ちなみに今ならニコニコ静画で単行本の続きの話がちょうど読めます。
第37球:県内最速投手 -ニコニコ静画



やはり梁幽館の敗因は監督の采配でしょう。監督が悪いということを明らかにすることで選手から戦犯が出ることを防ぐマウンテンプクイチ先生らしい構成でした。

特に6回、非力な息吹に四球を出したうえに打撃が苦手な詠深にもいい当たりをされたのに最終回も続投の選択は謎すぎる。1点差やぞ……

四球のせいで最終回が1番からになってしまったわけですからね。あの場面で四球をもぎ取る息吹も凄いですが。

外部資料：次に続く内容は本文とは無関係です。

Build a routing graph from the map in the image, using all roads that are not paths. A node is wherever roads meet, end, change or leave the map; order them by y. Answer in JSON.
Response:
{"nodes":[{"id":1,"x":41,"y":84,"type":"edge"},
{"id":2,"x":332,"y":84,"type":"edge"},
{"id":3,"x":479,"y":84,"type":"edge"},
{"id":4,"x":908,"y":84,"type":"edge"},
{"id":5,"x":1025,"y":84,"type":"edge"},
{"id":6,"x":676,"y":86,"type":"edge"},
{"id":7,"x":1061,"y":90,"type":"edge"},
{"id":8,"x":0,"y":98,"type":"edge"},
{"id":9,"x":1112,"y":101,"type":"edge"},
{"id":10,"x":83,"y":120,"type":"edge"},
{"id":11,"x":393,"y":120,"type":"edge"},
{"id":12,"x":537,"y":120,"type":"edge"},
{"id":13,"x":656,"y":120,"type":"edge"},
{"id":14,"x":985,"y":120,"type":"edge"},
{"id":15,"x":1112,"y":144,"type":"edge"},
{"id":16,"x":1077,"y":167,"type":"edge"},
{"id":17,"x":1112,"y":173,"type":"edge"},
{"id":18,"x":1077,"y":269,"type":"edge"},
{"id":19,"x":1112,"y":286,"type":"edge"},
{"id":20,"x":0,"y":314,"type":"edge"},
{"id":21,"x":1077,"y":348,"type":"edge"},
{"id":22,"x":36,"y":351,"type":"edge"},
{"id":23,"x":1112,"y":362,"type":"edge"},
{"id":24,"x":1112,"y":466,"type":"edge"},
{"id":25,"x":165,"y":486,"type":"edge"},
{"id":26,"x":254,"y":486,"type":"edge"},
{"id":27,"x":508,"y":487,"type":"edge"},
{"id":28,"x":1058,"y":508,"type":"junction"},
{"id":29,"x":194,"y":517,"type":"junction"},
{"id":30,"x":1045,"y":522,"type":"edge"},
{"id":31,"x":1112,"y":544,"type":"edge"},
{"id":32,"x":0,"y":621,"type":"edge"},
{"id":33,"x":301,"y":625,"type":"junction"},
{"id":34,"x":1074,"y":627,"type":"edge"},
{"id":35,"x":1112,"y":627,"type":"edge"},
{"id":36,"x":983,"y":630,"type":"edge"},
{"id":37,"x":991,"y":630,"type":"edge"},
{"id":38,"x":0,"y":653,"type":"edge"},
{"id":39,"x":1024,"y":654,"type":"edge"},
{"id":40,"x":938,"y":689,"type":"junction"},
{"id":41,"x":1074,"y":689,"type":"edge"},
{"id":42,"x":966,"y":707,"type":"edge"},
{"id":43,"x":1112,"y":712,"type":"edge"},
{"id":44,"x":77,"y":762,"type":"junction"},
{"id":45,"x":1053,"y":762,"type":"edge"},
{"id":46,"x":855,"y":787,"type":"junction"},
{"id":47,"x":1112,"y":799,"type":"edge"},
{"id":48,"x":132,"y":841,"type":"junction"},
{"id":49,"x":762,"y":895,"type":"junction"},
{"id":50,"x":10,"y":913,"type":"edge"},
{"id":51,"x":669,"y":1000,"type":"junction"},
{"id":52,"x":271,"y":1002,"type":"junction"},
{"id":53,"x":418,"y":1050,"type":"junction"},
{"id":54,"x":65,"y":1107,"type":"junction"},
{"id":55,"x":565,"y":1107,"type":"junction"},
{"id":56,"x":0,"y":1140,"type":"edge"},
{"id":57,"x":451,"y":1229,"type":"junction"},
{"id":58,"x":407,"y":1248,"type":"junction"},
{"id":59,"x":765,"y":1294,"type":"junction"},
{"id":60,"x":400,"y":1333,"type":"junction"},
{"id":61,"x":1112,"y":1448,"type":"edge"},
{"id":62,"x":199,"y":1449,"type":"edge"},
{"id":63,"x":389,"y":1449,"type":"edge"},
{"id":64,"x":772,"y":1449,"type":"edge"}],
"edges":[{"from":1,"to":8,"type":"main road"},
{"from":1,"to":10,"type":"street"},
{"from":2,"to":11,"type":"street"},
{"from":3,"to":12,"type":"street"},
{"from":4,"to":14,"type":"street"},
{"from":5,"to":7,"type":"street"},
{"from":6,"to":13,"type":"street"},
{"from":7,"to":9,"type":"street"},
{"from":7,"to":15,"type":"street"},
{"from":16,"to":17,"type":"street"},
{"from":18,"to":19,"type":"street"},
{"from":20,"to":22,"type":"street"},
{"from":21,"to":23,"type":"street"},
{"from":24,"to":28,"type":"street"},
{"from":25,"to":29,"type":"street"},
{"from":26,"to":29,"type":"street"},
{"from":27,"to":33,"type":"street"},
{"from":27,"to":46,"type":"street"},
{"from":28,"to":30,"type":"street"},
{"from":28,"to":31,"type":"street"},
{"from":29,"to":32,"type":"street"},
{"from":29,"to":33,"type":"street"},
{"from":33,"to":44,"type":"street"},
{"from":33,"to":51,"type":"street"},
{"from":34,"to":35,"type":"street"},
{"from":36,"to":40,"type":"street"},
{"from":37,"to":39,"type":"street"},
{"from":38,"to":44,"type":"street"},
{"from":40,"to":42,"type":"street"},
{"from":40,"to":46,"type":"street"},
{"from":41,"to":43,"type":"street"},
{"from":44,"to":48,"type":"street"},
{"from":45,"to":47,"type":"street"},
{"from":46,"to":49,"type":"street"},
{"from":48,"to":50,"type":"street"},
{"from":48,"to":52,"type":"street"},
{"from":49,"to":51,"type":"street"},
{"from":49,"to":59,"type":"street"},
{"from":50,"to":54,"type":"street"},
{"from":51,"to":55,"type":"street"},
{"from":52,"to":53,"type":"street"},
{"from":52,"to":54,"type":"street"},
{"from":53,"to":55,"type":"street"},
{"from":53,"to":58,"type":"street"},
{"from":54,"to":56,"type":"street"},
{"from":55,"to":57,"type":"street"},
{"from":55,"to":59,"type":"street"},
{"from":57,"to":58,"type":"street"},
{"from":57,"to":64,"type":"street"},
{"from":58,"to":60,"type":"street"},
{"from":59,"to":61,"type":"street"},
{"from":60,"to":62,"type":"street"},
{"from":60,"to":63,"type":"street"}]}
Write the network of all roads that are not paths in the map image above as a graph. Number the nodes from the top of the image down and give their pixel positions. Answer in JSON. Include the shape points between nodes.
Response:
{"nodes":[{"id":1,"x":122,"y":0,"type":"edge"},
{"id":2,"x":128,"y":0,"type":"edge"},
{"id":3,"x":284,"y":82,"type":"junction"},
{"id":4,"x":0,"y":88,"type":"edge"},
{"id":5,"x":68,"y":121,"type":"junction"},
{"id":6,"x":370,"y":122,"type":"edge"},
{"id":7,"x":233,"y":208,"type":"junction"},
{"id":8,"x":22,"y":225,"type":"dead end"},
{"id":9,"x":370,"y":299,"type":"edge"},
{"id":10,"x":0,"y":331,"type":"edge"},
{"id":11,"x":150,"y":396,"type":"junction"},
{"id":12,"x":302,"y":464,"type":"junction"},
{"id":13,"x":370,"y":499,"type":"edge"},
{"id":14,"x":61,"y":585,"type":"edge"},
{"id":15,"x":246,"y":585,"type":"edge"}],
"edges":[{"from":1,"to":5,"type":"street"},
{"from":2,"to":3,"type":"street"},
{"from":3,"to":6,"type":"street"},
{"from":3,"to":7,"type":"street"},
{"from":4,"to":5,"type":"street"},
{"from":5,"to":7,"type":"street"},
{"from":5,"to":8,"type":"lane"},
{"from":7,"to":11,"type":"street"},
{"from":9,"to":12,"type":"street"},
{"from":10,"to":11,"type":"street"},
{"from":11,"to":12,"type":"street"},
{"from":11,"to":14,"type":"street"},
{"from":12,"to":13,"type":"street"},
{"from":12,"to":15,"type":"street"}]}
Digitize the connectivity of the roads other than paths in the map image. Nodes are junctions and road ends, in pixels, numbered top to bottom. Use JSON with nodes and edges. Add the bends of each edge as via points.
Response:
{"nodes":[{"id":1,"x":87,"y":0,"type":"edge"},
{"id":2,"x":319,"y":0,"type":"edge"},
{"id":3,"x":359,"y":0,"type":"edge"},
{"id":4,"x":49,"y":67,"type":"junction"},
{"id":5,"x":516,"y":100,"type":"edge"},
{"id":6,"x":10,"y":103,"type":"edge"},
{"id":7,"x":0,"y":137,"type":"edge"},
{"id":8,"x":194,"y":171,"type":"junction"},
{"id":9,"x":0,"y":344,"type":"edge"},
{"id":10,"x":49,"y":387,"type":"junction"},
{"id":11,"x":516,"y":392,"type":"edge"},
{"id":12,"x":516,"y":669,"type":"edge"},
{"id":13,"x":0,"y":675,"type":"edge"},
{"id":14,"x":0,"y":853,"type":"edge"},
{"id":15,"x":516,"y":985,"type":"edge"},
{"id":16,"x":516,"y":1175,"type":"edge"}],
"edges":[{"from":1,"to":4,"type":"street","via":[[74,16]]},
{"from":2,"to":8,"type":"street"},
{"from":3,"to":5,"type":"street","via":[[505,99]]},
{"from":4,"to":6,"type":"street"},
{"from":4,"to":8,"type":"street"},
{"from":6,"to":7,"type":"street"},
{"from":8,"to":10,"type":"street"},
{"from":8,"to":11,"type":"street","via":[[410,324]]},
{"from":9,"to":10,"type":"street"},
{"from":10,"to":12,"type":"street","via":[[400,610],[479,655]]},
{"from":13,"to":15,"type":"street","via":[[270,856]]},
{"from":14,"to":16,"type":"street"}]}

情報戦で完全に負けていたのも仇となってしまいました。初戦で詠深を温存したのが功を奏した形に。

逆に新越谷の采配はキレてました。結果が出ないことも多かったですが選択自体はよかったはず。

満塁での敬遠はかなり勇気がいるものの、四球覚悟で攻めずに潔く敬遠したのはかなり凄い。

この試合は詠深が完投すること前提なのであそこで体力を使いたくないという理由もあったでしょう。

2アウトランナー無しの場面での勝負は悪くなかったと思います。仮に打ち取れればもう中田に回らない可能性も高くなります。本塁打だけ避ければいい状況ですし。打たれたけど。

全体的にかなり緻密に構成された試合でした。これ以上の試合が描けるのかとちょっと心配してしまいます(笑)。



まとめ

百合としても野球漫画としても素晴らしい巻でした。

今後の展開ですが、次の熊谷実業には勝ちそう。ベスト4を懸けた対戦相手は練習試合もした柳大川越と予想します。

さすがに優勝は難しいと思うのでベスト4行くか行かないかくらいの成績で終わりそうです。


相変わらず小ネタも充実しています。裏表紙はグラシアル希と高谷白菊(笑)。

アニメの放送も控えていますが、梁幽館戦まで出来るんですかね……?かなり微妙なラインだと思います。

今後の『球詠』情報から目が離せません。